┌──
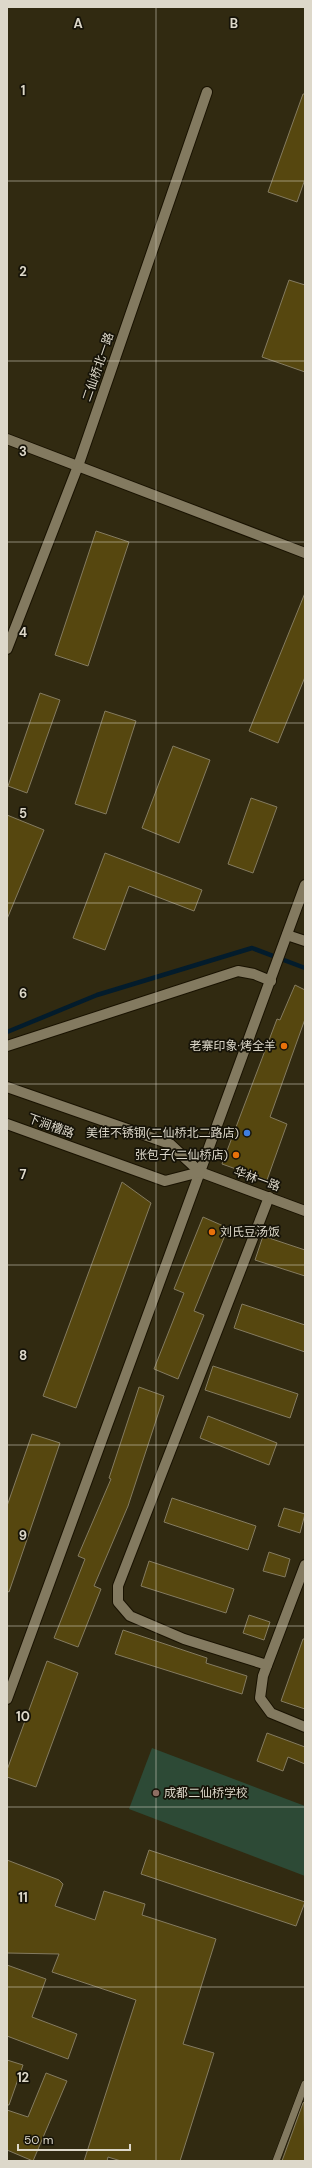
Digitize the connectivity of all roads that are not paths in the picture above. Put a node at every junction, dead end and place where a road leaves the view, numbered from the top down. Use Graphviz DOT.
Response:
graph roads {
  1 [pos="207,92"];
  2 [pos="7,439"];
  3 [pos="78,466"];
  4 [pos="305,553"];
  5 [pos="7,649"];
  6 [pos="305,885"];
  7 [pos="286,938"];
  8 [pos="305,942"];
  9 [pos="272,977"];
  10 [pos="7,1046"];
  11 [pos="7,1087"];
  12 [pos="7,1124"];
  13 [pos="200,1172"];
  14 [pos="269,1197"];
  15 [pos="305,1210"];
  16 [pos="305,1565"];
  17 [pos="267,1665"];
  18 [pos="7,1699"];
  19 [pos="305,1726"];
  20 [pos="305,2084"];
  21 [pos="276,2161"];
  1 -- 3 [label="street, 二仙桥北一路"];
  2 -- 3 [label="street"];
  3 -- 4 [label="street"];
  3 -- 5 [label="street, 二仙桥北一路"];
  6 -- 7 [label="street"];
  7 -- 8 [label="street"];
  7 -- 9 [label="street"];
  9 -- 10 [label="street"];
  9 -- 13 [label="street"];
  11 -- 13 [label="street"];
  12 -- 13 [label="street, 下涧槽路"];
  13 -- 14 [label="street, 华林一路"];
  13 -- 18 [label="street"];
  14 -- 15 [label="street, 华林一路"];
  14 -- 17 [label="street"];
  16 -- 17 [label="street"];
  17 -- 19 [label="street"];
  20 -- 21 [label="lane"];
}
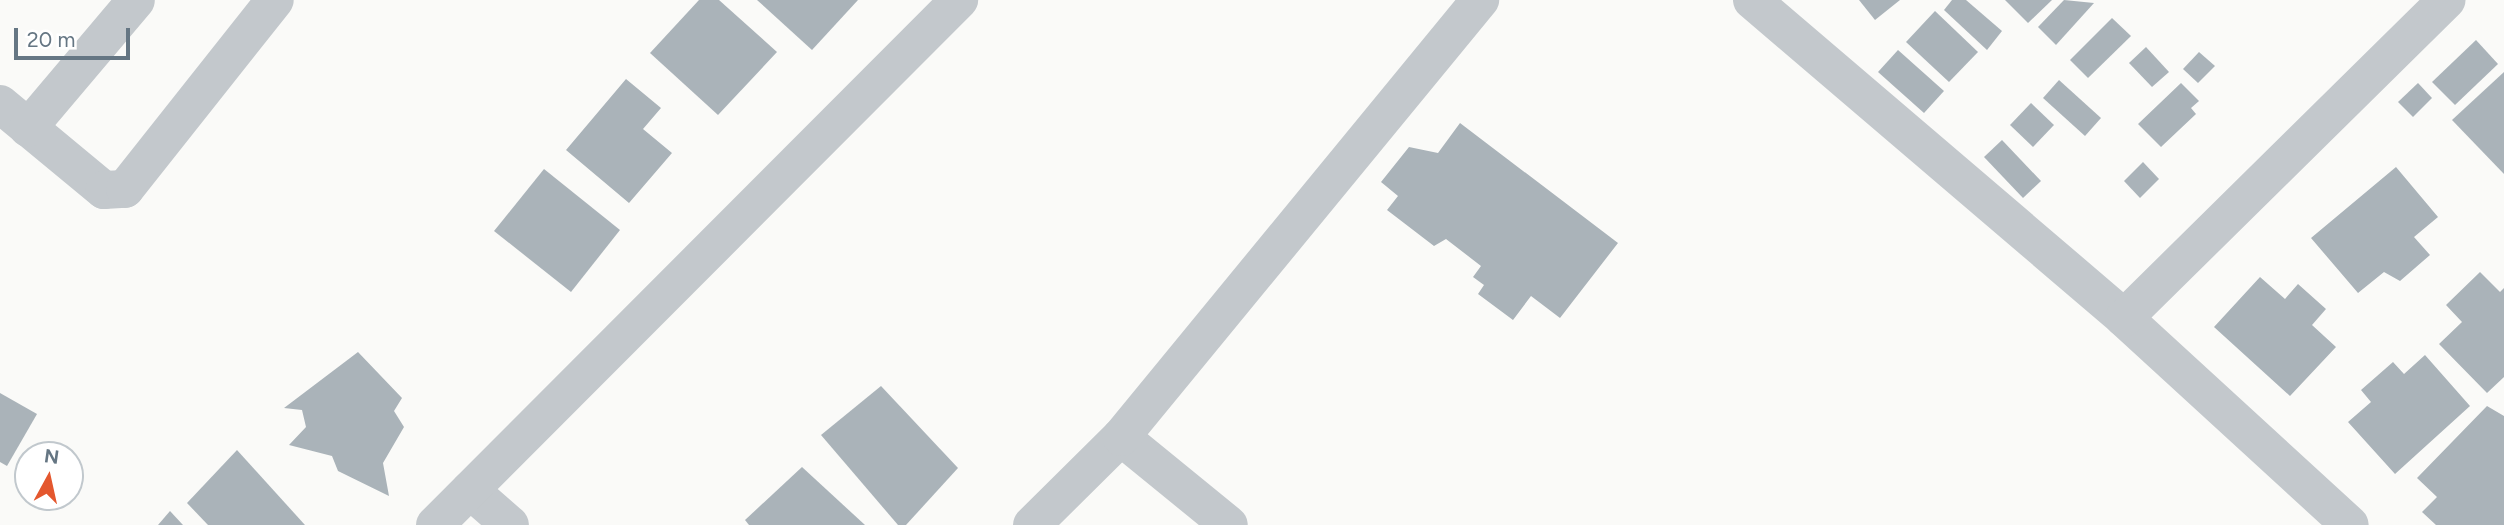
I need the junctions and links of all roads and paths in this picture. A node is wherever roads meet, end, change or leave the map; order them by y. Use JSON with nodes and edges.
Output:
{"nodes":[{"id":1,"x":136,"y":0,"type":"edge"},
{"id":2,"x":959,"y":0,"type":"edge"},
{"id":3,"x":1480,"y":0,"type":"edge"},
{"id":4,"x":1752,"y":0,"type":"edge"},
{"id":5,"x":2447,"y":0,"type":"edge"},
{"id":6,"x":275,"y":1,"type":"edge"},
{"id":7,"x":14,"y":116,"type":"edge"},
{"id":8,"x":2124,"y":317,"type":"junction"},
{"id":9,"x":1121,"y":437,"type":"junction"},
{"id":10,"x":470,"y":490,"type":"junction"},
{"id":11,"x":435,"y":525,"type":"edge"},
{"id":12,"x":510,"y":525,"type":"edge"},
{"id":13,"x":1032,"y":525,"type":"edge"},
{"id":14,"x":1229,"y":525,"type":"edge"},
{"id":15,"x":2350,"y":525,"type":"edge"}],
"edges":[{"from":1,"to":7,"type":"street"},
{"from":2,"to":10,"type":"street"},
{"from":3,"to":9,"type":"street"},
{"from":4,"to":8,"type":"street"},
{"from":5,"to":8,"type":"street"},
{"from":6,"to":7,"type":"street"},
{"from":8,"to":15,"type":"street"},
{"from":9,"to":13,"type":"street"},
{"from":9,"to":14,"type":"street"},
{"from":10,"to":11,"type":"street"},
{"from":10,"to":12,"type":"street"}]}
└──
## THE TASK:
Starting at the line that contains "I need the junctions", restate word for word every line through the last one in the records above. Return nothing else.

## WRITTEN ANSWER:
I need the junctions and links of all roads and paths in this picture. A node is wherever roads meet, end, change or leave the map; order them by y. Use JSON with nodes and edges.
Output:
{"nodes":[{"id":1,"x":136,"y":0,"type":"edge"},
{"id":2,"x":959,"y":0,"type":"edge"},
{"id":3,"x":1480,"y":0,"type":"edge"},
{"id":4,"x":1752,"y":0,"type":"edge"},
{"id":5,"x":2447,"y":0,"type":"edge"},
{"id":6,"x":275,"y":1,"type":"edge"},
{"id":7,"x":14,"y":116,"type":"edge"},
{"id":8,"x":2124,"y":317,"type":"junction"},
{"id":9,"x":1121,"y":437,"type":"junction"},
{"id":10,"x":470,"y":490,"type":"junction"},
{"id":11,"x":435,"y":525,"type":"edge"},
{"id":12,"x":510,"y":525,"type":"edge"},
{"id":13,"x":1032,"y":525,"type":"edge"},
{"id":14,"x":1229,"y":525,"type":"edge"},
{"id":15,"x":2350,"y":525,"type":"edge"}],
"edges":[{"from":1,"to":7,"type":"street"},
{"from":2,"to":10,"type":"street"},
{"from":3,"to":9,"type":"street"},
{"from":4,"to":8,"type":"street"},
{"from":5,"to":8,"type":"street"},
{"from":6,"to":7,"type":"street"},
{"from":8,"to":15,"type":"street"},
{"from":9,"to":13,"type":"street"},
{"from":9,"to":14,"type":"street"},
{"from":10,"to":11,"type":"street"},
{"from":10,"to":12,"type":"street"}]}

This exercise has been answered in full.